For these and other reasons, we are strongly opposed to Senate Bill 751. At a time when Michigan lawmakers should be working to support its citizens and ease their access to the electoral process, this reform would do nothing more than needlessly confuse and complicate the voting process.

Opposition to Senate Bill 803

We are opposed to Senate Bill 803, which would deny the right to vote to any citizen and qualified voter who refuses to check a box that affirms and explains their residency status. This new requirement would achieve little in promoting safe and fair elections. It needlessly duplicates an existing provision, since voters are already required to declare their citizenship when they register to vote. In fact, there is a line  stating  that  the  applicant  certifies,  “I  am  a  citizen  of  the  United  States”  right next to the signature box. It unnecessarily confuses the process and creates an illegal literacy requirement for voting, particularly for citizens who speak English as a second language. Further, if a citizen so much as hesitates before checking the box, it could open them to wrongful harassment and discrimination, in addition to inviting longer lines, questions, and confusion.

This reform will invite all of these complications and more, while having absolutely zero impact on increasing the security of elections.


Common Cause is a nonpartisan, grassroots organization dedicated to restoring the core values of American democracy, reinventing an open, honest and accountable government that serves the public interest, and empowering ordinary people to make their voices heard in the political process. Common Cause is a champion for campaign finance reform, election reform, ethics in government, government accountability, and the media.

Dēmos is a nonprofit, nonpartisan public policy research and advocacy organization that works to strengthen democracy in the United States by reducing barriers to voter participation and encouraging civic engagement.

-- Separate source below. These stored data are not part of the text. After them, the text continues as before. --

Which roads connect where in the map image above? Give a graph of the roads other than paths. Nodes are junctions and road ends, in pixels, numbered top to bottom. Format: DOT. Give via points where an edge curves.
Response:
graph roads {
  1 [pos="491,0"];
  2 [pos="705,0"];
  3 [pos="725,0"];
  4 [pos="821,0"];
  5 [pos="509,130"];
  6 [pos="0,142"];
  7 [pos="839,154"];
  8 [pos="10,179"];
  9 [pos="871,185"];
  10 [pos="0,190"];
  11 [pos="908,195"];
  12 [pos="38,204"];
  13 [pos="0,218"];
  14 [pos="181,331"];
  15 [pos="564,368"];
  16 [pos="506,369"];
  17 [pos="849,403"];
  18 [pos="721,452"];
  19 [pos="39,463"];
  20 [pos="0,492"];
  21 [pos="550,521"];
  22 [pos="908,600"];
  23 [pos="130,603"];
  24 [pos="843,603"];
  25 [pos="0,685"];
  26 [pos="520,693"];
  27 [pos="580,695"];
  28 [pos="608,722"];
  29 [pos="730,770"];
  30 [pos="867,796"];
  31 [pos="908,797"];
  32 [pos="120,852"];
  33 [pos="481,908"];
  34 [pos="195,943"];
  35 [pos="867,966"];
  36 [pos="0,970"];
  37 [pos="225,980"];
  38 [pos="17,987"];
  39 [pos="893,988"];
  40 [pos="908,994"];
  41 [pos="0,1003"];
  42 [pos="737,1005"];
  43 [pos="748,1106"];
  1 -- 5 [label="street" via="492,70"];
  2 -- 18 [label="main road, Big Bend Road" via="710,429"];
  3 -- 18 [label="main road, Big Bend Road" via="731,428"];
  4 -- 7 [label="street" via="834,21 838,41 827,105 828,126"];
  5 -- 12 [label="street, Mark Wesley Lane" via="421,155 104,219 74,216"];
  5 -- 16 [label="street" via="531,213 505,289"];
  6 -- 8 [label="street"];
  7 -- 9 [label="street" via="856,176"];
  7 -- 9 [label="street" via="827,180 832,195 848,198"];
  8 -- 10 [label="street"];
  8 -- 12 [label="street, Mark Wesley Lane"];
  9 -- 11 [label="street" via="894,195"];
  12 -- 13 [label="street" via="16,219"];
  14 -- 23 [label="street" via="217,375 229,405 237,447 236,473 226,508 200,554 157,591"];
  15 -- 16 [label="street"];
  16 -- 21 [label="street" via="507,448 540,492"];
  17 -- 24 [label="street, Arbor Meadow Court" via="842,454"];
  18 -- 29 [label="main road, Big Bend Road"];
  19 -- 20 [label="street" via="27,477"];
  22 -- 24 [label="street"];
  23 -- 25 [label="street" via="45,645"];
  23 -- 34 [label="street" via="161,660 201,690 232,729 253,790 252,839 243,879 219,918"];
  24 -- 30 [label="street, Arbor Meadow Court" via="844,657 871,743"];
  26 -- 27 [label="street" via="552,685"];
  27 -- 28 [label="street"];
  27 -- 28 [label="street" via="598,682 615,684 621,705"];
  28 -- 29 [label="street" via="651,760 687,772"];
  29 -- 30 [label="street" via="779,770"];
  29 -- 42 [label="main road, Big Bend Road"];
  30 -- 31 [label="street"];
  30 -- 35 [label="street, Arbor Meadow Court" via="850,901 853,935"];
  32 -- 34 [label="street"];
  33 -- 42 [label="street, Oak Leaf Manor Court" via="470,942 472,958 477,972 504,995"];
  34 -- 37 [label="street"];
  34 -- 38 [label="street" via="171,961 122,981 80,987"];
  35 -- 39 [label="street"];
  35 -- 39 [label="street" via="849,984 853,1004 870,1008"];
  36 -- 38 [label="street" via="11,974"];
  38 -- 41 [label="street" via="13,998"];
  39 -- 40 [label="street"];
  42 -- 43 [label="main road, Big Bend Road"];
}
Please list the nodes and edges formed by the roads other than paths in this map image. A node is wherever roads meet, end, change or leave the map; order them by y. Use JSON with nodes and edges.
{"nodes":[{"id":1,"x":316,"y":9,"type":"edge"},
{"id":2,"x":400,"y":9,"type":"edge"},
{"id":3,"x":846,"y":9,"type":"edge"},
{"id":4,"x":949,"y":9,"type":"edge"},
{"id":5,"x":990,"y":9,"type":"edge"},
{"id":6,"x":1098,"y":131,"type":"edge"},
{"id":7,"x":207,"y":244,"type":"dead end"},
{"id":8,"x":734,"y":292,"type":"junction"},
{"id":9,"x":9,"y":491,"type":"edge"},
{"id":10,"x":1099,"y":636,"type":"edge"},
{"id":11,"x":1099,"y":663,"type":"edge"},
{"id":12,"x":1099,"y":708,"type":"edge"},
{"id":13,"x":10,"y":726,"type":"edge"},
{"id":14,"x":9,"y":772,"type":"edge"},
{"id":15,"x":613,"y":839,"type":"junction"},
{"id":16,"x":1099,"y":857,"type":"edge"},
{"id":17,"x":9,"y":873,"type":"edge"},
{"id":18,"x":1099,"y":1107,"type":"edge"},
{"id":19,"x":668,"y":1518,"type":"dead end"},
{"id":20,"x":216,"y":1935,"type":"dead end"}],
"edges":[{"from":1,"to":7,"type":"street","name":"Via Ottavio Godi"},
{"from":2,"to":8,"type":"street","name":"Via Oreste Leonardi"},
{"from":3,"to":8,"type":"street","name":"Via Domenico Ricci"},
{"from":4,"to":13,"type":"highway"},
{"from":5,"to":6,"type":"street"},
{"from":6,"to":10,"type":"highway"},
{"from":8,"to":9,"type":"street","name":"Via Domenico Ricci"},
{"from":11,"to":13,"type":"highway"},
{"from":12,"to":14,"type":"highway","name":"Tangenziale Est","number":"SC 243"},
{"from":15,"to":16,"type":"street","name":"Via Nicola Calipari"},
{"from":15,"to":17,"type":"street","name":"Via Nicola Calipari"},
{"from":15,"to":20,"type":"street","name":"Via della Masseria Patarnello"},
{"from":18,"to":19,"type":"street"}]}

Fair Elections Legal Network (FELN) is a national, nonpartisan advocacy organization whose overall mission is to remove barriers to registration and voting for traditionally underrepresented constituencies and protect their ability to exercise their right to vote.

Lawyers’  Committee  for  Civil  Rights  Under  Law was established in 1963 as a nonpartisan, nonprofit organization at the request of President John F. Kennedy. Our mission is to involve the private bar in providing legal services to address racial discrimination and to secure, through the rule of law, equal justice under law. For over  48  years,  the  Lawyers’  Committee  has  advanced  racial  equality  by  increasing   educational opportunities, fair employment and business opportunities, community development, open housing, environmental health and justice, criminal justice and meaningful participation in the electoral process.

Michigan Center for Election Law and Administration (a 501(c)3 organization devoted to projects that support transparency and integrity in elections in Michigan. The Center most recently hosted Michigan's first ever "Citizens' Redistricting Competition," providing an opportunity for Michigan citizens to access software and draw their own redistricting maps for the state.)

Project Vote is a national nonpartisan, nonprofit organization that promotes voting in historically underrepresented communities. Project Vote takes a leadership role in nationwide voting rights and election administration issues, working through research, litigation, and advocacy to ensure that our constituencies can register, vote, and cast ballots that count.